Gross profit declined 15.6% year over year to $391.7 million in the first nine months of fiscal 2017. Adjusted operating income plunged 42.4% to $134.8 million, while adjusted operating margin contracted 460 basis points to 6.3%.
The company ended the quarter with cash and cash equivalents of $162.6 million, long-term debt (excluding current maturities) of nearly $780.9 million, and shareholders' equity of $1,665.5 million. Cash flow from operating activities for the nine months period was $148 million, up 12% year over year, while capital expenditures were roughly $45 million. The company generated operating free cash flow of $103.9 million during the first three quarters.
Hain Celestial updated the strategic initiatives which were announced in fiscal 2016. The company, which began a strategic review under Project Terra in fiscal 2016, expects to generate worldwide cost savings worth $350 million through fiscal 2020 (comprises annual productivity). To achieve these savings, the company intends to optimize plants, co-packers and procurement, along with rationalizing product portfolio, and consequently reinvesting the additional savings through brand development and household penetration.
Earlier the company had announced that in an attempt to augment sales and margin growth, the company plans to create five strategic platforms in its U.S. segment, including Fresh Living, Better-for-You Baby, Better-for-You Snacking, Better-for-You Pantry and Pure Personal Care.
Additionally, Hain Celestial created Cultivate Ventures or "Cultivate", which is a unit focused on three main ideas - investing in the company's small yet high potential brands, making small acquisitions, and investing in products, concepts and technology, committed to health and wellness.
The company provided the fourth quarter and fiscal 2017 guidance and also initiated fiscal 2018 outlook. In fourth-quarter fiscal 2017, the company expects net sales in the range of $715-$735 million, compared with $737.5 million. However, the company expects net sales to increased 4% year over year on a constant currency basis. Adjusted earnings are anticipated in the range of 40-43 cents. The Zacks Consensus Estimate for the quarter is currently pegged at 59 cents.

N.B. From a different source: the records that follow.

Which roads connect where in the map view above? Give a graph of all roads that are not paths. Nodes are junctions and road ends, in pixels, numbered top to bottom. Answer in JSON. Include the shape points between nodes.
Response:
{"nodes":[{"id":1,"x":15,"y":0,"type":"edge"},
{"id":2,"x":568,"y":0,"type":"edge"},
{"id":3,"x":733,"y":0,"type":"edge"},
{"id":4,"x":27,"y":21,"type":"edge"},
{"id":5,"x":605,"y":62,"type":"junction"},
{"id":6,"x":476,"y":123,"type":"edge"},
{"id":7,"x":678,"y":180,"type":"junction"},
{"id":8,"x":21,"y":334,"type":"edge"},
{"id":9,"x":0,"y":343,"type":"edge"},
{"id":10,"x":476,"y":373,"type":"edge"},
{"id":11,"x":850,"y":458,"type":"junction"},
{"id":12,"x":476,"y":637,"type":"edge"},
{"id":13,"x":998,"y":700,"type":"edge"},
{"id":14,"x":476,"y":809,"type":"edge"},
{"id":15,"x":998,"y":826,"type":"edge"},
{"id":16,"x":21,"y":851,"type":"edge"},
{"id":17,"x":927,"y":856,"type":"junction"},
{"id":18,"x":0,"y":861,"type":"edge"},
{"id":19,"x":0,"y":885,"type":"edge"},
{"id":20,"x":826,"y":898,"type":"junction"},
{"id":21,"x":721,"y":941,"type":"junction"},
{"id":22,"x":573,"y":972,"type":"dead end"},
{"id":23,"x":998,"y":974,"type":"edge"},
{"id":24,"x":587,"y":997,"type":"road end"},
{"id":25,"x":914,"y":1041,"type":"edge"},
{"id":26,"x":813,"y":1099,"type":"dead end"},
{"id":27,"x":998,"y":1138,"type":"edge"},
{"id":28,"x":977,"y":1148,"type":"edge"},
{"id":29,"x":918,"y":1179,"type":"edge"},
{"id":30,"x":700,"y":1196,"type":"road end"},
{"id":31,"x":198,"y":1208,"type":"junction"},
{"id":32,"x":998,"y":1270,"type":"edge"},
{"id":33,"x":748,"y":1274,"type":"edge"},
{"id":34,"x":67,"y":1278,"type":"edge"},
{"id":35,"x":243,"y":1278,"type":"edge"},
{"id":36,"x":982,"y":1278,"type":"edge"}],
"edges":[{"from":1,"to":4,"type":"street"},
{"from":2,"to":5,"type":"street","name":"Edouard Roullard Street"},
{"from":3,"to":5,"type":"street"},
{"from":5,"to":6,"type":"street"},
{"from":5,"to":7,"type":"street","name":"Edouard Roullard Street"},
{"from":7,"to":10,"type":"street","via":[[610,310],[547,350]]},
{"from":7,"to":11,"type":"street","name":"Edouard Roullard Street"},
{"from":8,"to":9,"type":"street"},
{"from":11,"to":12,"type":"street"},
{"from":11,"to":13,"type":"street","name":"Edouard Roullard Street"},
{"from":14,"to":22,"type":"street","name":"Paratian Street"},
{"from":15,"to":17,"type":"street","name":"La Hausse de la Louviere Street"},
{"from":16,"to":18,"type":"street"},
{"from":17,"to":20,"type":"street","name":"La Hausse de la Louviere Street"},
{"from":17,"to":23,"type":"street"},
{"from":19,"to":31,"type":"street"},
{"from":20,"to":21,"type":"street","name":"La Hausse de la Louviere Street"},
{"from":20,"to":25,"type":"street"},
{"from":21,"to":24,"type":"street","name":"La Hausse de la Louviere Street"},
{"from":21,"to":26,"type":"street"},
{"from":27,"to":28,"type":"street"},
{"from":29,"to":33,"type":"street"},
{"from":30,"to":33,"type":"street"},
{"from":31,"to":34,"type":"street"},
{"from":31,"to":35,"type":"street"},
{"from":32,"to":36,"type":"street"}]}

For fiscal 2017, Hain Celestial anticipates net sales between $2.84 billion and $2.86 billion, while adjusted earnings per share are expected in the range of $1.19-$1.22.
For fiscal 2018, the company expects net sales to grow by 4-6% on a year over year. Growth in the U.S is projected to be in the range of low to mid-single digit. Profits in fiscal 2018 are expected to be robust with adjusted EBITDA to be between $350 million and $375 million. Cash flow from operation is anticipated to be between $235 million and $270 million, while capital expenditure the range of $65-$75 million.
Zacks Rank & Stocks to Consider
Hain Celestial currently carries a Zacks Rank #3 (Hold). Better-ranked stocks worth considering in the same sector include Aramark ARMK , B&G Foods, Inc. BGS and MGP Ingredients, Inc. MGPI . All these three stocks carry a Zacks Rank #2 (Buy). You can see the complete list of today's Zacks #1 Rank (Strong Buy) stocks here .
Aramark has reported better-than-expected earnings in the trailing four quarters, with an average beat of 4.5%.
B&G Foods has an impressive long-term earnings growth rate of 10% and has also surpassed the Zacks Consensus Estimate in the preceding three out of four quarters, with an average earnings beat of 2%.
MGP Ingredients has an impressive long-term earnings growth rate of 15%.